_ABOUT THIS EXERCISE_
All of the listing must be given again exactly, except that the images are dropped.

_DATA RECORDS_
>>>

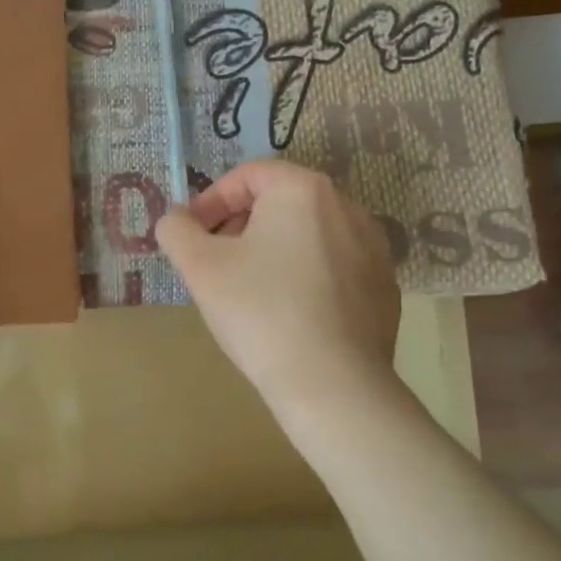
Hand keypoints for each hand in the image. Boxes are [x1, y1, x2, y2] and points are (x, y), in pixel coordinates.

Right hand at [155, 161, 400, 411]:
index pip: (247, 176)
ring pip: (308, 235)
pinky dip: (306, 277)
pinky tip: (289, 314)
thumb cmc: (260, 311)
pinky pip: (334, 267)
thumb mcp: (199, 267)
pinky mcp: (384, 286)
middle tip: (215, 262)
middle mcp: (346, 207)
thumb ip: (176, 230)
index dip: (210, 201)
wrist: (333, 384)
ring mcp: (373, 247)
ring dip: (273, 250)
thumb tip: (175, 220)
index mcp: (302, 190)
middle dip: (240, 225)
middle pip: (280, 202)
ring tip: (250, 289)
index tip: (191, 236)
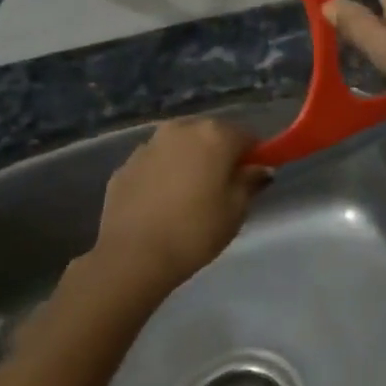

<<<

_REPLY_
Hand keypoints for each hand in the image. Boxes are [x1, y1, x2, y2] and points are (x, y), in pixel coordinates.

Right hand at [155, 161, 400, 411]:
index pip: (247, 176)
ring pip: (308, 235)
pinky dip: (306, 277)
pinky tip: (289, 314)
thumb cmc: (260, 311)
pinky pip: (334, 267)
thumb mcp: (199, 267)
pinky mcp: (384, 286)
middle tip: (215, 262)
middle mcp: (346, 207)
thumb ip: (176, 230)
index dip: (210, 201)
wrist: (333, 384)
ring mcp: (373, 247)
ring dip: (273, 250)
thumb tip: (175, 220)
index mcp: (302, 190)
middle dip: (240, 225)
middle pip: (280, 202)
ring tip: (250, 289)
index tip: (191, 236)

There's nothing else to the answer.